START EXERCISE INPUT

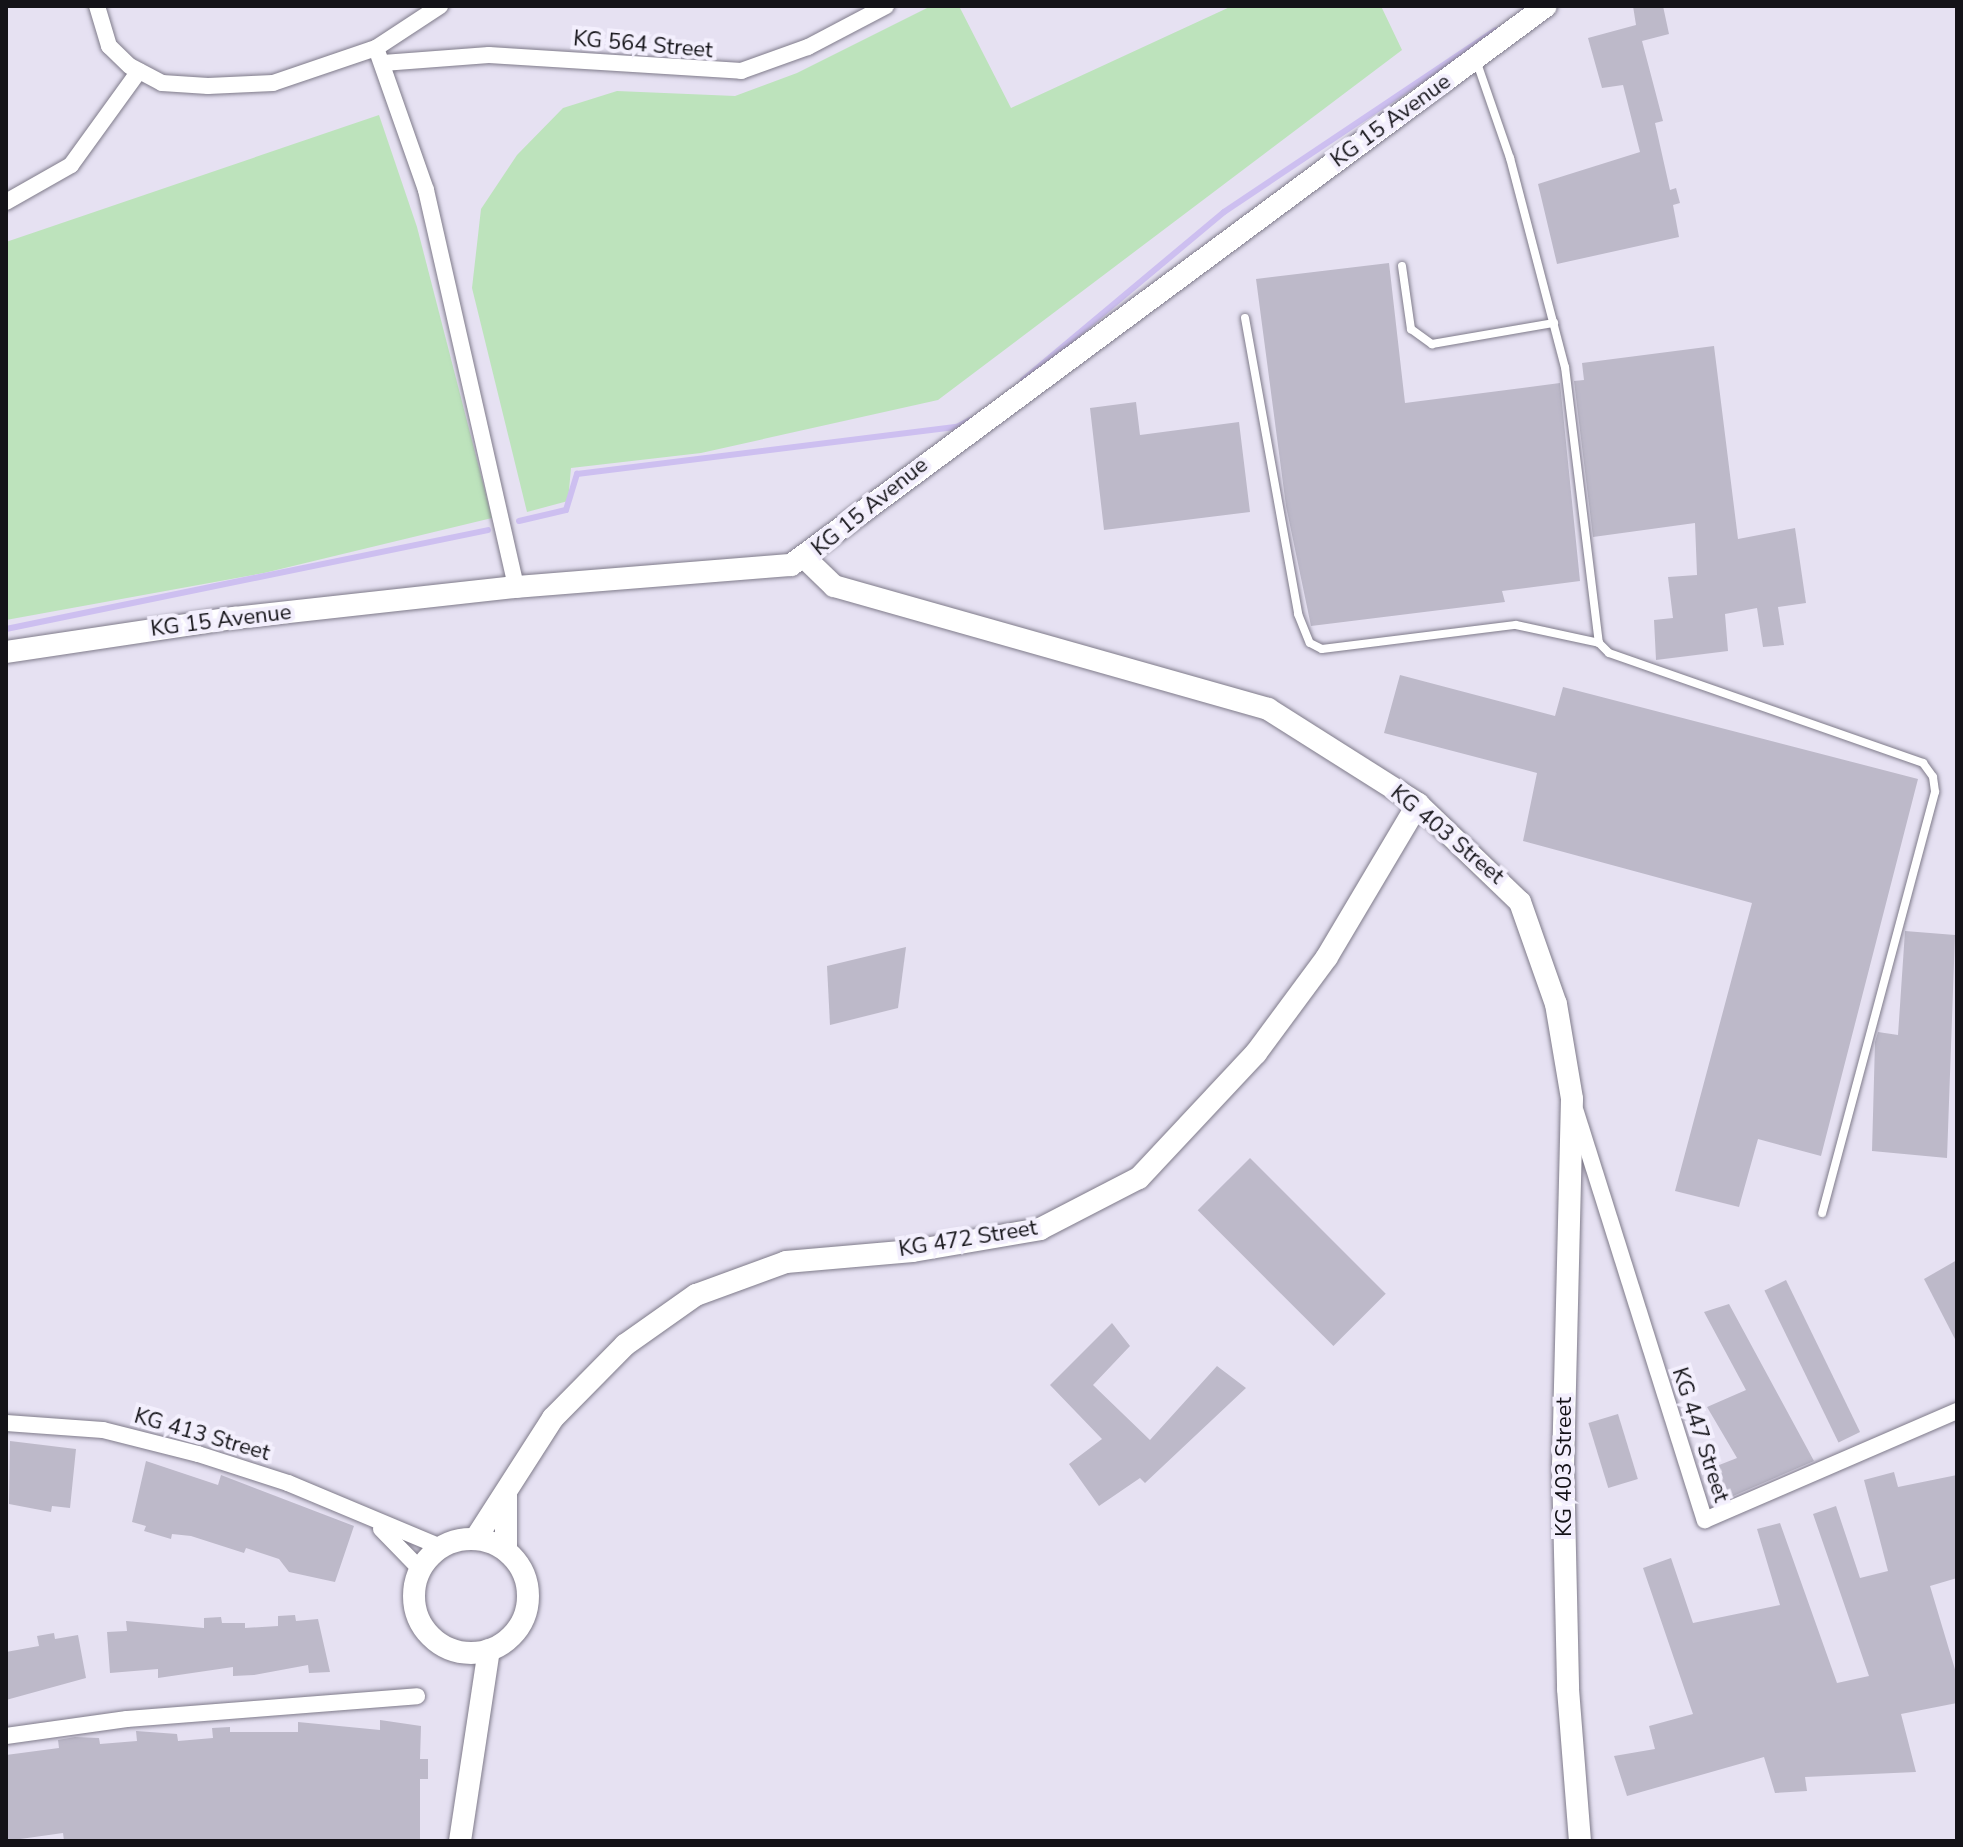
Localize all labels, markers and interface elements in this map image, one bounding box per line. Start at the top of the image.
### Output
street label: KG 564 Street [572,26,714,64]
street label: KG 15 Avenue [1326,69,1456,173]
street label: KG 15 Avenue [807,452,933,562]
street label: KG 15 Avenue [149,599,293,643]
street label: KG 403 Street [1385,780,1509,890]
street label: KG 472 Street [897,1215,1039,1263]
street label: KG 447 Street [1666,1364,1734,1506]
street label: KG 403 Street [1552,1397,1578,1537]
street label: KG 413 Street [131,1403,273,1467]

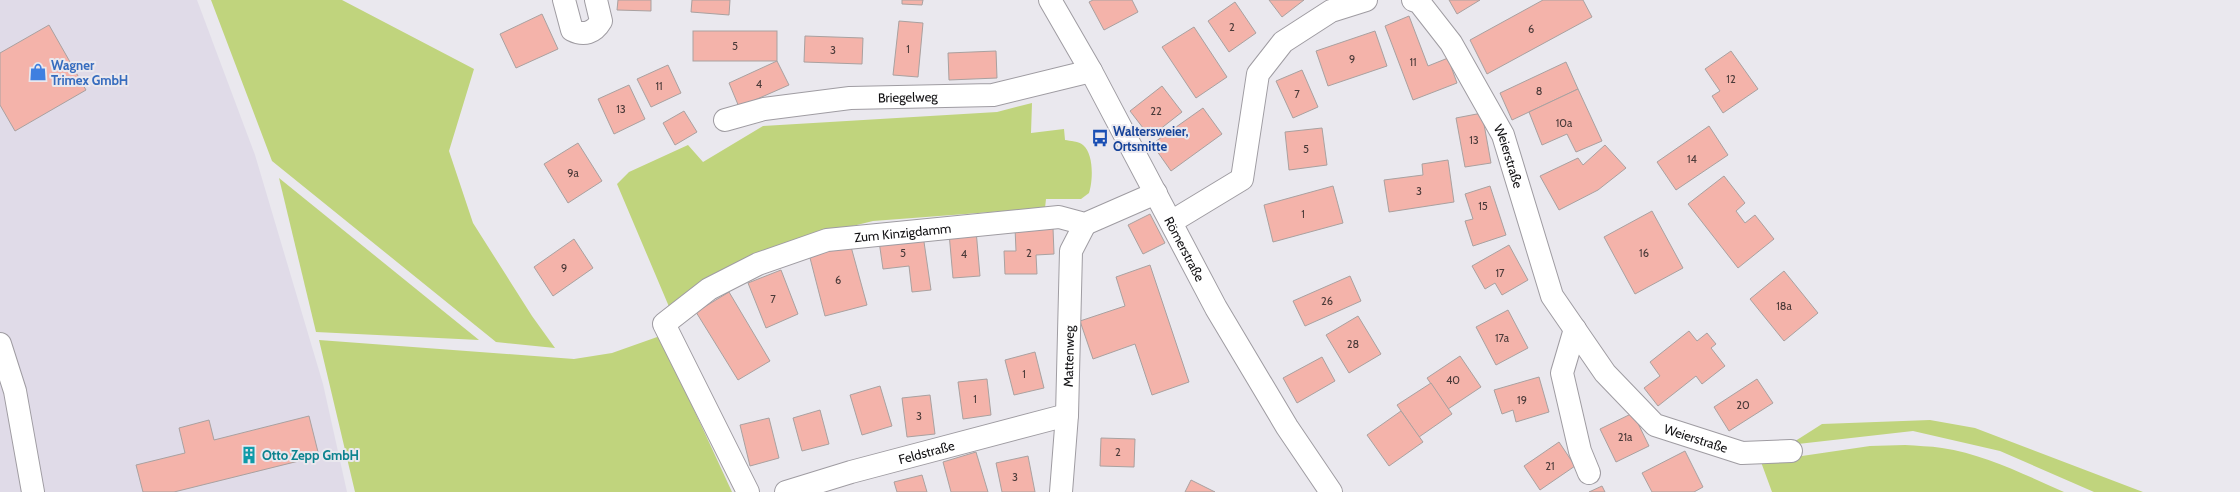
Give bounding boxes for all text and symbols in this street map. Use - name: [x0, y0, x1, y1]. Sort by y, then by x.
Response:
- house number: 2: [1229, 20, 1235, 34]
- house number: 6: [1528, 22, 1534, 36]
- house number: 5: [732, 39, 738, 53]
- house number: 1: [906, 42, 910, 56]
- house number: 3: [830, 43, 836, 57]
- house number: 9: [1349, 52, 1355, 66]
- house number: 11: [1409, 55, 1417, 69]
- place label: Wagner Trimex GmbH: [51, 57, 128, 88]
- shop icon: Wagner Trimex GmbH: [28, 62, 48, 82]
- house number: 12: [1726, 72, 1736, 86]
- house number: 4: [756, 77, 763, 91]
- house number: 11: [655, 79, 663, 93]
- house number: 8: [1536, 84, 1542, 98]
- house number: 7: [1294, 87, 1300, 101]
- street label: Briegelweg: [878, 88, 938, 105]
- house number: 13: [616, 102, 626, 116]
- house number: 22: [1150, 104, 1162, 118]
- house number: 10a: [1556, 116, 1573, 130]
- street label: Weierstraße: [1491, 121, 1527, 190]
- place label: Waltersweier, Ortsmitte: [1113, 123, 1189, 154]
- bus stop icon: Waltersweier, Ortsmitte: [1090, 128, 1110, 148]
- house number: 13: [1469, 133, 1479, 147]
- house number: 5: [1303, 142, 1309, 156]
- house number: 14: [1687, 152, 1698, 166]
- house number: 9a: [567, 166, 579, 180]
- house number: 3: [1416, 184, 1422, 198]
- house number: 15: [1478, 199, 1488, 213]
- house number: 1: [1301, 207, 1305, 221]
- street label: Römerstraße: [1161, 214, 1209, 284]
- street label: Zum Kinzigdamm: [854, 220, 952, 245]
- house number: 5: [900, 246, 906, 260]
- house number: 2: [1026, 246, 1032, 260]
- house number: 16: [1639, 246, 1649, 260]
- house number: 4: [961, 247, 968, 261]
- house number: 9: [561, 261, 567, 275]
- house number: 17: [1495, 266, 1505, 280]
- house number: 6: [835, 273, 841, 287]
- house number: 7: [770, 292, 776, 306]
- house number: 26: [1321, 294, 1333, 308]
- house number: 18a: [1776, 299, 1792, 313]
- street label: Mattenweg: [1060, 325, 1077, 387]
- house number: 17a: [1495, 331, 1510, 345]
- house number: 28: [1347, 337, 1359, 351]
- house number: 1: [1022, 367, 1026, 381]
- house number: 40: [1446, 373, 1460, 387]
- house number: 1: [973, 392, 977, 406]
- house number: 19: [1517, 393, 1527, 407]
- house number: 20: [1736, 398, 1750, 412]
- house number: 3: [916, 409, 922, 423]
- street label: Weierstraße: [1662, 420, 1730, 456]
- house number: 21a: [1618, 430, 1633, 444]
- street label: Feldstraße: [897, 437, 956, 467]
- building icon: Otto Zepp GmbH: [239, 445, 259, 465]
- house number: 2: [1115, 445, 1121, 459]
- place label: Otto Zepp GmbH: [262, 447, 359, 463]
- house number: 21: [1545, 459, 1555, 473]
- house number: 3: [1012, 470, 1018, 484]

END EXERCISE INPUT

» EXERCISE GOAL
Repeat the lines above exactly, and keep every picture out.

» SOLUTION
Localize all labels, markers and interface elements in this map image, one bounding box per line. Start at the top of the image.
### Output
street label: KG 564 Street [572,26,714,64]
street label: KG 15 Avenue [1326,69,1456,173]
street label: KG 15 Avenue [807,452,933,562]
street label: KG 15 Avenue [149,599,293,643]
street label: KG 403 Street [1385,780,1509,890]
street label: KG 472 Street [897,1215,1039,1263]
street label: KG 447 Street [1666,1364,1734,1506]
street label: KG 403 Street [1552,1397,1578,1537]
street label: KG 413 Street [131,1403,273,1467]

Give bounding boxes for all text and symbols in this street map. Use - name: [x0, y0, x1, y1]. Sort by y, then by x.
Response:
- house number: 2: [1229, 20, 1235, 34]
- house number: 6: [1528, 22, 1534, 36]
- house number: 5: [732, 39, 738, 53]
- house number: 1: [906, 42, 910, 56]
- house number: 3: [830, 43, 836, 57]
- house number: 9: [1349, 52, 1355, 66]
- house number: 11: [1409, 55, 1417, 69]
- place label: Wagner Trimex GmbH: [51, 57, 128, 88]
- shop icon: Wagner Trimex GmbH: [28, 62, 48, 82]
- house number: 12: [1726, 72, 1736, 86]
- house number: 4: [756, 77, 763, 91]
- house number: 11: [655, 79, 663, 93]
- house number: 8: [1536, 84, 1542, 98]
- house number: 7: [1294, 87, 1300, 101]
- street label: Briegelweg: [878, 88, 938, 105]
- house number: 13: [616, 102, 626, 116]
- house number: 22: [1150, 104, 1162, 118]
- house number: 10a: [1556, 116, 1573, 130]
- street label: Weierstraße: [1491, 121, 1527, 190]
- place label: Waltersweier, Ortsmitte: [1113, 123, 1189, 154]
- bus stop icon: Waltersweier, Ortsmitte: [1090, 128, 1110, 148]
- house number: 13: [1469, 133, 1479, 147]
- house number: 5: [1303, 142, 1309, 156]
- house number: 14: [1687, 152, 1698, 166]
- house number: 9a: [567, 166, 579, 180]
- house number: 3: [1416, 184, 1422, 198]
- house number: 15: [1478, 199, 1488, 213]
- house number: 1: [1301, 207, 1305, 221]
- street label: Römerstraße: [1161, 214, 1209, 284]
- street label: Zum Kinzigdamm: [854, 220, 952, 245]
- house number: 5: [900, 246, 906, 260]
- house number: 2: [1026, 246, 1032, 260]
- house number: 16: [1639, 246, 1649, 260]
- house number: 4: [961, 247, 968, 261]
- house number: 9: [561, 261, 567, 275]
- house number: 17: [1495, 266, 1505, 280]
- house number: 6: [835, 273, 841, 287]
- house number: 7: [770, 292, 776, 306]
- house number: 26: [1321, 294, 1333, 308]
- house number: 18a: [1776, 299, 1792, 313]
- street label: Mattenweg: [1060, 325, 1077, 387]
- house number: 17a: [1495, 331, 1510, 345]
- house number: 28: [1347, 337, 1359, 351]
- house number: 1: [1022, 367, 1026, 381]
- house number: 40: [1446, 373, 1460, 387]
- house number: 1: [973, 392, 977, 406]
- house number: 19: [1517, 393, 1527, 407]
- house number: 20: [1736, 398, 1750, 412]
- house number: 3: [916, 409, 922, 423]
- street label: Weierstraße: [1662, 420, 1730, 456]
- house number: 21a: [1618, 430, 1633, 444]
- street label: Feldstraße: [897, 437, 956, 467]
- building icon: Otto Zepp GmbH: [239, 445, 259, 465]
- house number: 2: [1115, 445, 1121, 459]
- place label: Otto Zepp GmbH: [262, 447, 359, 463]
- house number: 21: [1545, 459, 1555, 473]
- house number: 3: [1012, 470, 1018, 484]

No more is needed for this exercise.